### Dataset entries

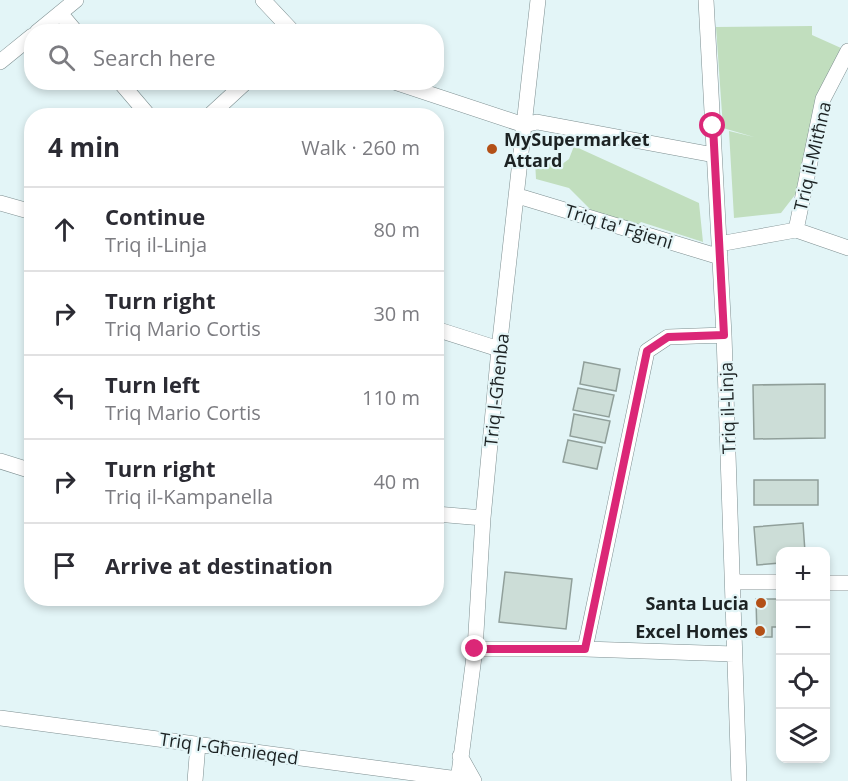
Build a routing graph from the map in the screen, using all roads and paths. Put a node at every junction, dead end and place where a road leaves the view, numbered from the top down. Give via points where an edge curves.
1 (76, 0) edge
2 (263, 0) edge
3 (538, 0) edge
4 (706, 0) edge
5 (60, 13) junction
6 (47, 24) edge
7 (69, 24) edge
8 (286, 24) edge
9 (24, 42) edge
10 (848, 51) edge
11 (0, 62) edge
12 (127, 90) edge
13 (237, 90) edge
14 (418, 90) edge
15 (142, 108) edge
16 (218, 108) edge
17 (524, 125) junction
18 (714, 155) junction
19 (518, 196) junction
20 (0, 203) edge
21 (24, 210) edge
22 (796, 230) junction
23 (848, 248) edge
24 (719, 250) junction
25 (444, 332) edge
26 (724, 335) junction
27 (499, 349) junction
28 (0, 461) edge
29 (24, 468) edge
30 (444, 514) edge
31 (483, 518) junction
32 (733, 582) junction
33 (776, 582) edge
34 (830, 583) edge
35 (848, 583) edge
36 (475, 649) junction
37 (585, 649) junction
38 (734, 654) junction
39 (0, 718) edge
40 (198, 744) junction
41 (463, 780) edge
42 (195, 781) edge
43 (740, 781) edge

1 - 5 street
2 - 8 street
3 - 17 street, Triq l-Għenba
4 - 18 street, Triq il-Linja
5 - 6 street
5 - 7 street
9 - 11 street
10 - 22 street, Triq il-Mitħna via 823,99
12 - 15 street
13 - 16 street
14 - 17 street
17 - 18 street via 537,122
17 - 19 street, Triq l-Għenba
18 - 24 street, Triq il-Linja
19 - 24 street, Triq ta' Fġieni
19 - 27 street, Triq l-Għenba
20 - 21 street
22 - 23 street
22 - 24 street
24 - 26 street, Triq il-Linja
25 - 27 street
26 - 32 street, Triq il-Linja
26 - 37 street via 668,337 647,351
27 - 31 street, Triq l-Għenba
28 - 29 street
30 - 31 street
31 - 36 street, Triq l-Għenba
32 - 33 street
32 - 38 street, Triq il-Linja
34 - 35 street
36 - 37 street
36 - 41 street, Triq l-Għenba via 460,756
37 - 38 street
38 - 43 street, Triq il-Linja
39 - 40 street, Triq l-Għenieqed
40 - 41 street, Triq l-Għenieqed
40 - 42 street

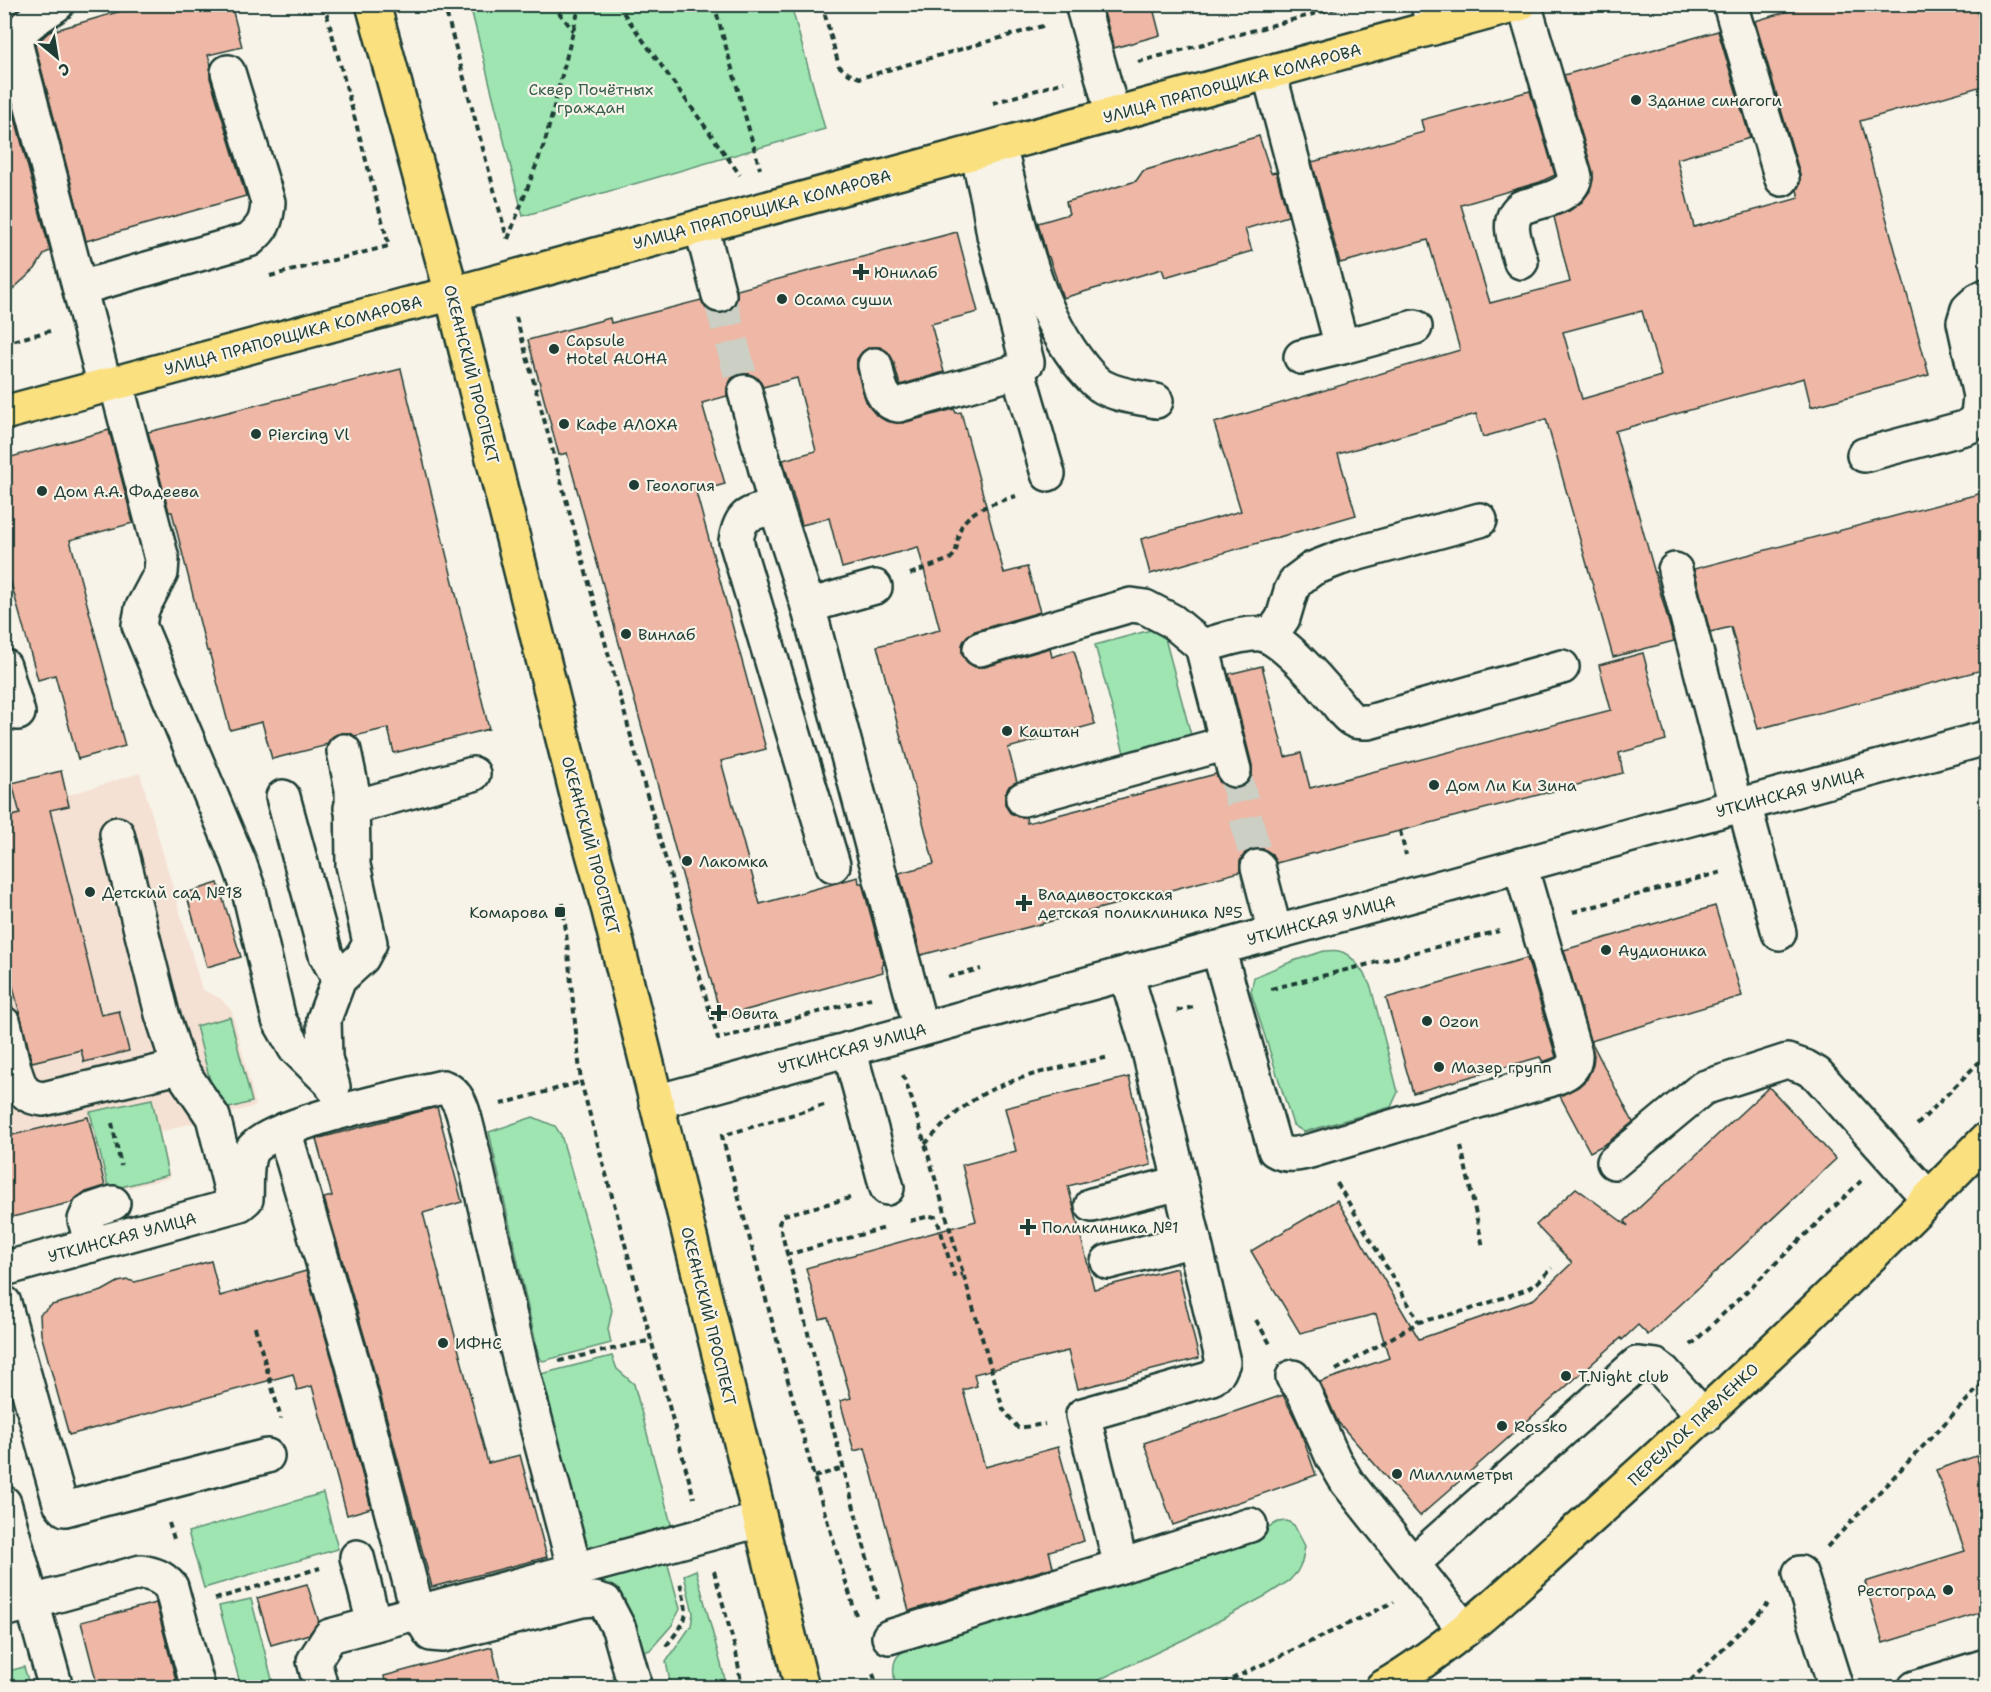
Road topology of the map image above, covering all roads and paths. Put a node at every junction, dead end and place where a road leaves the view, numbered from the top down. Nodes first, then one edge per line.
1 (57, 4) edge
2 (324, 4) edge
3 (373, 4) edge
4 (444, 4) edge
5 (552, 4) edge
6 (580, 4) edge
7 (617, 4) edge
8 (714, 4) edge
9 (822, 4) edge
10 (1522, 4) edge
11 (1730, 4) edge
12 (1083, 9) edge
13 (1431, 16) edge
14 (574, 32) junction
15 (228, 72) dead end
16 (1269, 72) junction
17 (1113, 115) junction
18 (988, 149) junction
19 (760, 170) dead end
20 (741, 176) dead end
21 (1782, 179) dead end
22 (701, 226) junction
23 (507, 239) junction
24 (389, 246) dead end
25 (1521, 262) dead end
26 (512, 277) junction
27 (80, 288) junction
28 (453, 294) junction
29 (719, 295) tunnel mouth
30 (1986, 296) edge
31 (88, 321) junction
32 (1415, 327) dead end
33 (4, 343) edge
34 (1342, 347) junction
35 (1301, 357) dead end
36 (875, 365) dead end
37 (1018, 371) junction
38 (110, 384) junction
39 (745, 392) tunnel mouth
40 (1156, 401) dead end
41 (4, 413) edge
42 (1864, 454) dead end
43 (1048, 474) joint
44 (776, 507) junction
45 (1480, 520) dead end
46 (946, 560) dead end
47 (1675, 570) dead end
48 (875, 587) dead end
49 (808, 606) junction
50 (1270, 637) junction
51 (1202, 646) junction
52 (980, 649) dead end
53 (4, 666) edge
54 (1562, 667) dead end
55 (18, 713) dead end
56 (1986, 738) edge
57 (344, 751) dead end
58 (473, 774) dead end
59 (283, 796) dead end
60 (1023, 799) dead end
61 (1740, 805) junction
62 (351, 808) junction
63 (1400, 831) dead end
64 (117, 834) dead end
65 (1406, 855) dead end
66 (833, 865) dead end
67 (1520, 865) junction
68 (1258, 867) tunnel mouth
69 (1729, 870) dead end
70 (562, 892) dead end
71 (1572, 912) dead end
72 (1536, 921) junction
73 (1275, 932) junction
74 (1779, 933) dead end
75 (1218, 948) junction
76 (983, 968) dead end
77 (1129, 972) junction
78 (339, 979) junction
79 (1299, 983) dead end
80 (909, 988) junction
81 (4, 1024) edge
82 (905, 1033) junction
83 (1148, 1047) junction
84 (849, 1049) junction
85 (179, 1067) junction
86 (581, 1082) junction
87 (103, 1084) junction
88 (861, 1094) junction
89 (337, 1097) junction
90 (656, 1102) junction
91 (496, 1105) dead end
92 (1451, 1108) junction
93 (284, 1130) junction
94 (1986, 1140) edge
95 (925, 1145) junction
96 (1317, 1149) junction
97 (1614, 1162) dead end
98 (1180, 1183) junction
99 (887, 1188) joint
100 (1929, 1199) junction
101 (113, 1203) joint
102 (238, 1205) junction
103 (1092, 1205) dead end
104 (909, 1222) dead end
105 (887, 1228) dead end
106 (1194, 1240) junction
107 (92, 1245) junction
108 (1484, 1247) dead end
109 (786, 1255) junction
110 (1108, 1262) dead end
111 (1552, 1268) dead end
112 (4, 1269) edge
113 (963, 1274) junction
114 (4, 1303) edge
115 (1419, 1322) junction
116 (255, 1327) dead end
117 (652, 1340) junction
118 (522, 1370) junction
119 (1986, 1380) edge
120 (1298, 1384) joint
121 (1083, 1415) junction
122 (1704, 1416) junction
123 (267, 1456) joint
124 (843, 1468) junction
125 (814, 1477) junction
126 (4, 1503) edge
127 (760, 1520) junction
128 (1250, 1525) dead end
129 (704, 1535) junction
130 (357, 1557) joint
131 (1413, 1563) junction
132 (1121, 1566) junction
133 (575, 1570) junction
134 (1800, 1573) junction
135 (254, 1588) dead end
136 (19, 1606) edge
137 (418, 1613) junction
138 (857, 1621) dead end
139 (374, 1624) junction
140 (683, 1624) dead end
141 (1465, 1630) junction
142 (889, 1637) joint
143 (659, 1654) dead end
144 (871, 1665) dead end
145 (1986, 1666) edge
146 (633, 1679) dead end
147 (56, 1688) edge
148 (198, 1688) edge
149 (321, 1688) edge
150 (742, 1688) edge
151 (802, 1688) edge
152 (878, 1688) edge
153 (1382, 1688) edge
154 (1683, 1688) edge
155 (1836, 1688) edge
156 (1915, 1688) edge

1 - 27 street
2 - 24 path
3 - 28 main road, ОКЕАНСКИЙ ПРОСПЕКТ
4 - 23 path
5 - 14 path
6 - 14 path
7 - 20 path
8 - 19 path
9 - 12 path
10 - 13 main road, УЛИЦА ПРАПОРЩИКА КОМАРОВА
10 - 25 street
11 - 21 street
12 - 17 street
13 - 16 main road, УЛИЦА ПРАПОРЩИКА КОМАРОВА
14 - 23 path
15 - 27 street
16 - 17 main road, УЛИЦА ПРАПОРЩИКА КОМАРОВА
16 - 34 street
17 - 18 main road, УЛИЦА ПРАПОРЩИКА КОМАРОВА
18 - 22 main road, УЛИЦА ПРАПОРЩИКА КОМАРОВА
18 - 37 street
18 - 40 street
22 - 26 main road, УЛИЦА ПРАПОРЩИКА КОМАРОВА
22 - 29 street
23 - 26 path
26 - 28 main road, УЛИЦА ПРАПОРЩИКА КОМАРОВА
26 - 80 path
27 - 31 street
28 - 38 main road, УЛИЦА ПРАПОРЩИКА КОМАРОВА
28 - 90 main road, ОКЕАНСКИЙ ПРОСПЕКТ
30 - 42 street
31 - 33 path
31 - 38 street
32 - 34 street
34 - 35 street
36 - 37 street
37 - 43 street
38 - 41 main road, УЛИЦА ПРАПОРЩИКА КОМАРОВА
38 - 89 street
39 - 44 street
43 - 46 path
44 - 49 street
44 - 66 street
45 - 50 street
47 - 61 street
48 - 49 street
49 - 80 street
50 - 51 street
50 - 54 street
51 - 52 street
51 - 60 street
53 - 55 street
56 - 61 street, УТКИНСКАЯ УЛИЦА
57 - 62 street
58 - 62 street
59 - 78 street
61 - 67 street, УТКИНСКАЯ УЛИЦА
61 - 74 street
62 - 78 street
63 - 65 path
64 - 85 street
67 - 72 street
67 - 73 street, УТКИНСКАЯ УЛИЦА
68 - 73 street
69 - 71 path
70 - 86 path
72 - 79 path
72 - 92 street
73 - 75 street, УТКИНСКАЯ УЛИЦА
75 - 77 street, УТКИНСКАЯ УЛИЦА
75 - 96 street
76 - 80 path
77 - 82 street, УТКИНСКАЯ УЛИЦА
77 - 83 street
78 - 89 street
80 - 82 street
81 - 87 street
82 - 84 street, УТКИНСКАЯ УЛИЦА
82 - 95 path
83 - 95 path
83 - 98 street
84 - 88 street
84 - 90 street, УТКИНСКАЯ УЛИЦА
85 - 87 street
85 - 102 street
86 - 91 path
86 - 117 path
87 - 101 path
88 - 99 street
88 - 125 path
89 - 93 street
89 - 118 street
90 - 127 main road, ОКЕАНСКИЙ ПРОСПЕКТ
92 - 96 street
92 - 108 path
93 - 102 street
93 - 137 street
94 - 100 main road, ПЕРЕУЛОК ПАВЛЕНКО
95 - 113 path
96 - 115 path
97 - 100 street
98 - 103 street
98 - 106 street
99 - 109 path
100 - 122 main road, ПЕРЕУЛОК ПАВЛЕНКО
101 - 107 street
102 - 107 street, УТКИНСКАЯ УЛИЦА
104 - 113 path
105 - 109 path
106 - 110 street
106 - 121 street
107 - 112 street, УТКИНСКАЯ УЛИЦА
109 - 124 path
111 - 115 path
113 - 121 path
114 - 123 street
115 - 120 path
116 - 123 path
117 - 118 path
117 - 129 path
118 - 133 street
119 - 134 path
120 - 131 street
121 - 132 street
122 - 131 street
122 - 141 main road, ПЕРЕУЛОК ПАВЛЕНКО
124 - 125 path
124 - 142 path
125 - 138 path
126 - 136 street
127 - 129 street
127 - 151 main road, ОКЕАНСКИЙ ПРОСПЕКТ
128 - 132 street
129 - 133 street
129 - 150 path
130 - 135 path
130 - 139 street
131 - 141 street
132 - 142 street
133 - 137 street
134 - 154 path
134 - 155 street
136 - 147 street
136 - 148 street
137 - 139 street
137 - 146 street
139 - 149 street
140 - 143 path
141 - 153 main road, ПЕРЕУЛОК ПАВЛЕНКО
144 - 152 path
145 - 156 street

### Directions
Tally the lines in the records containing the string "ПЕРЕУЛОК"; output only the tally.

### Answer
4